**DIRECTIONS**
How many lines below include the word "topology"? State that number and nothing else.

**RECORDED DATA**
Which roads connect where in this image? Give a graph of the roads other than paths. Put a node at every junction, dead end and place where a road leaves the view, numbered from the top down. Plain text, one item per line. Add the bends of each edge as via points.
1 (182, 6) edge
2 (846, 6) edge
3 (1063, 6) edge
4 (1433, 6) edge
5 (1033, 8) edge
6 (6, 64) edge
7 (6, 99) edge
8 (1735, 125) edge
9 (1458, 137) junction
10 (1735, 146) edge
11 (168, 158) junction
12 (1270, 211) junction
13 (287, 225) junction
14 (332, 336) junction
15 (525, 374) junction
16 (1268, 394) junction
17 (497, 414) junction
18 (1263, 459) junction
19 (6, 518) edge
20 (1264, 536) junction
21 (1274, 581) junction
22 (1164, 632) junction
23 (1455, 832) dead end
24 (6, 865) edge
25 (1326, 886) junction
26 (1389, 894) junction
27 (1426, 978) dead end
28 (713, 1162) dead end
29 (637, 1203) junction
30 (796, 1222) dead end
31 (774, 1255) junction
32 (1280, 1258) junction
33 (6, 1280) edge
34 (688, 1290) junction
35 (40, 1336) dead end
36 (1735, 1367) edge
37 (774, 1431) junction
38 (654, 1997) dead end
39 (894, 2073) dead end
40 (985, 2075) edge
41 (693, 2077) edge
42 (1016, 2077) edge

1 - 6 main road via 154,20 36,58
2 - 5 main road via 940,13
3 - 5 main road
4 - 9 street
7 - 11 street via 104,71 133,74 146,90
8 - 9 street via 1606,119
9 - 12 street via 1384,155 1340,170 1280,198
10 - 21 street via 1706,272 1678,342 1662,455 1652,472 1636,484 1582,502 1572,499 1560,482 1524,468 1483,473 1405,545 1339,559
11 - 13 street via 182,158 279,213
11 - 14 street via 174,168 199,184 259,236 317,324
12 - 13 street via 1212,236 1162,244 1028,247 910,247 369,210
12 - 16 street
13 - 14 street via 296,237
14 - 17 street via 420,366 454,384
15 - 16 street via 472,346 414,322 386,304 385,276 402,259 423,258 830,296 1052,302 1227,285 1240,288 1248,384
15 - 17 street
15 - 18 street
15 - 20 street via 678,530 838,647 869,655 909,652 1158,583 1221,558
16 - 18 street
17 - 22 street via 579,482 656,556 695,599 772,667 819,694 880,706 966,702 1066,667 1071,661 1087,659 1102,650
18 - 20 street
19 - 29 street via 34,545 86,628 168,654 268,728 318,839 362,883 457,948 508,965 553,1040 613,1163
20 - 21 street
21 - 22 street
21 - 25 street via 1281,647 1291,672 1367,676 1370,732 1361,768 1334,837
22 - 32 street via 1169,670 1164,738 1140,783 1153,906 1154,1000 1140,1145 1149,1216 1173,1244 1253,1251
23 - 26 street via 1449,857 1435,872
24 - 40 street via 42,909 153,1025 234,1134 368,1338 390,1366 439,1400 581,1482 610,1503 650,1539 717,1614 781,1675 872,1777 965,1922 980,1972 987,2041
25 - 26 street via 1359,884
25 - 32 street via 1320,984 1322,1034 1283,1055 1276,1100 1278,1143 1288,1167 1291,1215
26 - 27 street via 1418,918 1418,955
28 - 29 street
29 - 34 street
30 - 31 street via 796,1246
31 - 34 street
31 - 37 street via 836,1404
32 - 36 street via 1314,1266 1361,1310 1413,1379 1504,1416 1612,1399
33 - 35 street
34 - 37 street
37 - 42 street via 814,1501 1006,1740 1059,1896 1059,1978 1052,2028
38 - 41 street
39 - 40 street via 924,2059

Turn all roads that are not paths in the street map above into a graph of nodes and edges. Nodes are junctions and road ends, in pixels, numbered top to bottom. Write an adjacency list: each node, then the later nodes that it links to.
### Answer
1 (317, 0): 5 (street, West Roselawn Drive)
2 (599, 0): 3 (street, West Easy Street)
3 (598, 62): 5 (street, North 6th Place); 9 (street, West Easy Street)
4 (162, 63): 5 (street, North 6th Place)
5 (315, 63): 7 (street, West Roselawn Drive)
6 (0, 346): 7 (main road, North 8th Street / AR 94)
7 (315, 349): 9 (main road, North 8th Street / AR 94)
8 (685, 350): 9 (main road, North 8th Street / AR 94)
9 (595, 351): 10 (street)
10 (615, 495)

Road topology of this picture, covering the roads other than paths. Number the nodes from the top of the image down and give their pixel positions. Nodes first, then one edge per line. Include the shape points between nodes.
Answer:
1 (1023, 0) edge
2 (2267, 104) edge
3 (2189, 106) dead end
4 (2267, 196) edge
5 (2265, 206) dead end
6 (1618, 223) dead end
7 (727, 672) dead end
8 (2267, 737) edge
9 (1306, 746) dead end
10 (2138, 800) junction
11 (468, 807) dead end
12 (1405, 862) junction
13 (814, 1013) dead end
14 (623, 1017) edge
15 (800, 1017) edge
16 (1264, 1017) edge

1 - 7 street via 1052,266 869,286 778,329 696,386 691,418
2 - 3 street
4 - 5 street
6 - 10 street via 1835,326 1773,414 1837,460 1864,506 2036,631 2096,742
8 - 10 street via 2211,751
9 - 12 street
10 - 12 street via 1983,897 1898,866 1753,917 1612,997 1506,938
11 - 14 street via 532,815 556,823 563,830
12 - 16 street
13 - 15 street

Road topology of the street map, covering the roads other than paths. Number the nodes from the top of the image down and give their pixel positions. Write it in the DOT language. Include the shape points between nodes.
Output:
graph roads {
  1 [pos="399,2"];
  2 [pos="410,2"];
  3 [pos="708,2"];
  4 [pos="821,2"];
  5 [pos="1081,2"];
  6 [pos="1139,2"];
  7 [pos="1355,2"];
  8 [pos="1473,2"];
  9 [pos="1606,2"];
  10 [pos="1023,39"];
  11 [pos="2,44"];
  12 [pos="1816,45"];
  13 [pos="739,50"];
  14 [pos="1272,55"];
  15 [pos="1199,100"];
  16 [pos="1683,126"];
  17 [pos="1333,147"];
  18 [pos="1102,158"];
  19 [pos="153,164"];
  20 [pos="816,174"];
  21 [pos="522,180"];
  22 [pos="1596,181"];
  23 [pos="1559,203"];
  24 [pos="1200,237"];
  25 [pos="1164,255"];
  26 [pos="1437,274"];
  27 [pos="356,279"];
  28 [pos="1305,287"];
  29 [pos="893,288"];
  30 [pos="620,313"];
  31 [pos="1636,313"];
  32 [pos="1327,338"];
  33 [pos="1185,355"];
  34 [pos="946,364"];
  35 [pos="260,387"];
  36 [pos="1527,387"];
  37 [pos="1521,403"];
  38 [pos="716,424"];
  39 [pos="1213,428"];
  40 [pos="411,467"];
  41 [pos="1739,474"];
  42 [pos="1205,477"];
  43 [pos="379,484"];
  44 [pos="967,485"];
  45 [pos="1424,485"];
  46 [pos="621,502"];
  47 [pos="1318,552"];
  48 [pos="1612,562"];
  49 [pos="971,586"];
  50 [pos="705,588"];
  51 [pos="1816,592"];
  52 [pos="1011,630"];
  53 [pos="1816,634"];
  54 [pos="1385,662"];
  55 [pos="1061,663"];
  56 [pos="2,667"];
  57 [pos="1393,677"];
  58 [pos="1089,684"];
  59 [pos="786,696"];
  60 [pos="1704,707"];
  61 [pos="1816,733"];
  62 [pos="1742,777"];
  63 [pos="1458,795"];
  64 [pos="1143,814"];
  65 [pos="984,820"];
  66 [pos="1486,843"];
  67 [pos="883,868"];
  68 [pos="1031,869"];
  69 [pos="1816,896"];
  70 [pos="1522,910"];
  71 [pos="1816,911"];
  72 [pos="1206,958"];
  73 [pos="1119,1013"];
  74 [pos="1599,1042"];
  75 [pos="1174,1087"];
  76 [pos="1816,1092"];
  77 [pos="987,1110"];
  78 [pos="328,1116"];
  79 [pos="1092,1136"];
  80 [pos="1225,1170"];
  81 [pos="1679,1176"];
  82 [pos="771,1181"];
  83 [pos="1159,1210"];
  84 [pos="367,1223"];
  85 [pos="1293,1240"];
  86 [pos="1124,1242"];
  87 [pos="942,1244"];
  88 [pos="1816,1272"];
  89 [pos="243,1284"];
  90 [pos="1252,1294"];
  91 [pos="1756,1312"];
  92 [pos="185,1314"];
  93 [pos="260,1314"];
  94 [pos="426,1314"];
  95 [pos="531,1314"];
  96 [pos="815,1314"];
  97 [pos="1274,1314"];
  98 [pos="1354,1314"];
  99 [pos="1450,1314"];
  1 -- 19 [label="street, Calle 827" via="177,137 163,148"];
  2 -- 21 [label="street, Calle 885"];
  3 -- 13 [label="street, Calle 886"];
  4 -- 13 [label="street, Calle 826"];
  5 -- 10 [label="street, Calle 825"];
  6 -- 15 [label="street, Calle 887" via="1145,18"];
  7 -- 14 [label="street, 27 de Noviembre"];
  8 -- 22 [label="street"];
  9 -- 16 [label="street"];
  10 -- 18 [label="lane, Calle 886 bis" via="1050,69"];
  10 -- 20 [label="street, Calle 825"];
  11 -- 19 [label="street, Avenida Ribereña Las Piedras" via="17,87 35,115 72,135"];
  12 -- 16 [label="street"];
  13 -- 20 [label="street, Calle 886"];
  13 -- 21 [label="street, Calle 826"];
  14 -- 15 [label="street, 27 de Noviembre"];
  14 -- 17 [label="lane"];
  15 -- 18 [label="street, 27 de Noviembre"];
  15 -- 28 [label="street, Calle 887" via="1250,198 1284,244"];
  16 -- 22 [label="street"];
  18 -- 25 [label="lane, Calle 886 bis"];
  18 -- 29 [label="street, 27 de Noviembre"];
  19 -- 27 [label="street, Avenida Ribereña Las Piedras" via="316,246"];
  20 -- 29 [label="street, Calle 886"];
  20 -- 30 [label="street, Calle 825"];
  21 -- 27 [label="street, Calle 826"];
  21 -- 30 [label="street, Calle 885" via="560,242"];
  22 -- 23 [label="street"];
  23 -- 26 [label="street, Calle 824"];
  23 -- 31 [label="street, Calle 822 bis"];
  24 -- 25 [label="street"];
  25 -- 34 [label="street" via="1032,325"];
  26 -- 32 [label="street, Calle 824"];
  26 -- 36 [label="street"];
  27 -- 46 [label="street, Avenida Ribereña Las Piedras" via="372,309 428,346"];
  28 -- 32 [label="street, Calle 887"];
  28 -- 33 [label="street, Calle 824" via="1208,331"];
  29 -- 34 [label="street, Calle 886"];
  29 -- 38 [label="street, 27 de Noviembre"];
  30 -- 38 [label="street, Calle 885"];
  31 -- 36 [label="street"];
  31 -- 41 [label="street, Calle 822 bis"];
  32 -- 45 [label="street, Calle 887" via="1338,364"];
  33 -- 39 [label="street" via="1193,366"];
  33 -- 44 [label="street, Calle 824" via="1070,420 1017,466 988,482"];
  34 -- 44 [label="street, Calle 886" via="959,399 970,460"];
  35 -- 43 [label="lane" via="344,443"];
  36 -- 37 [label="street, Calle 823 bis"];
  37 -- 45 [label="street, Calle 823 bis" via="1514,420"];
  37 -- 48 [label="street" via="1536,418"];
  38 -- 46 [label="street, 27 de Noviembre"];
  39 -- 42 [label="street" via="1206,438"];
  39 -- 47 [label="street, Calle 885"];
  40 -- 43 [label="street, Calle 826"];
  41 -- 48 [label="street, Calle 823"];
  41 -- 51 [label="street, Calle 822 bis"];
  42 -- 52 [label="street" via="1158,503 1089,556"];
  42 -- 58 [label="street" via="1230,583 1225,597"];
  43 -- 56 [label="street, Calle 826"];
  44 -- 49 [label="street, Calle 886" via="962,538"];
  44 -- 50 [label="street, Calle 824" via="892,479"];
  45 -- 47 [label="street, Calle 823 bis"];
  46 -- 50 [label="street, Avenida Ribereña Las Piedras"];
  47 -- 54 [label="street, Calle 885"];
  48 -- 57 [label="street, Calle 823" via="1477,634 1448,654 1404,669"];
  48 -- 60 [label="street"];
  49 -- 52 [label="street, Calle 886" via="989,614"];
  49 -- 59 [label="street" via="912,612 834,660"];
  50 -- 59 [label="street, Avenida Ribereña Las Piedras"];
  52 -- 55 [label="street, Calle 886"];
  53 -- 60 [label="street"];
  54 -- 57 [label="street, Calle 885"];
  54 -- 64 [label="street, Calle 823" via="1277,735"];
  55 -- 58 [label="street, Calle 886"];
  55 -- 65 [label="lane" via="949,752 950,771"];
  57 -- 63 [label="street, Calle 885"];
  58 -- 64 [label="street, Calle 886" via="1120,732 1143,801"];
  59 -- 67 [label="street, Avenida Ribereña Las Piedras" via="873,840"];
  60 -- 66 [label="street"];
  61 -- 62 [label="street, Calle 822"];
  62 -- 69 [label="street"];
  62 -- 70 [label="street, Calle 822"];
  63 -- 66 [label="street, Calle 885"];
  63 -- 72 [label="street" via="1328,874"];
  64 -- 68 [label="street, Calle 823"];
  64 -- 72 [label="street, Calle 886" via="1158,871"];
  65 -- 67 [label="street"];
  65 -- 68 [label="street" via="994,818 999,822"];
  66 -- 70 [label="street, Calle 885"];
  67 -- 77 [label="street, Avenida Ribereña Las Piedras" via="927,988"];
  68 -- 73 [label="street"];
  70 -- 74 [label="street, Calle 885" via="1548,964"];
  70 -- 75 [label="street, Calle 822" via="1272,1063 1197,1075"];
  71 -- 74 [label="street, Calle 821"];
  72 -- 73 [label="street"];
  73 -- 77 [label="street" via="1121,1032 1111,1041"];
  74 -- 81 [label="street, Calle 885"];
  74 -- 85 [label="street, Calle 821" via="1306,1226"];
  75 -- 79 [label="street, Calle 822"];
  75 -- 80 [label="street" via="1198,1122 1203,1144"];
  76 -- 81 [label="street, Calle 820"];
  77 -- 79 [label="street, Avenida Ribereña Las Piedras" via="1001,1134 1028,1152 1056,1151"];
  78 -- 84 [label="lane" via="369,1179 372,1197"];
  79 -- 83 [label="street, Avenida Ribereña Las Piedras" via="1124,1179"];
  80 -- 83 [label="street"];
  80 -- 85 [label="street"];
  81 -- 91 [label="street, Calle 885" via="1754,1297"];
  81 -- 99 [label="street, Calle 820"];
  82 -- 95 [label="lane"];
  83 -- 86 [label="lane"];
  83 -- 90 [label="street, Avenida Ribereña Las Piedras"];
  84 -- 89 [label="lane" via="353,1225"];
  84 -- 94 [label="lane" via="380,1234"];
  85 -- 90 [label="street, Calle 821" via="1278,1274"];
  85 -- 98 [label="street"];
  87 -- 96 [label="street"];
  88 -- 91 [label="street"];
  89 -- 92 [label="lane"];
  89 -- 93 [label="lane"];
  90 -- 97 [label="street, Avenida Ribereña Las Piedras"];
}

**EXERCISE OUTPUT**
2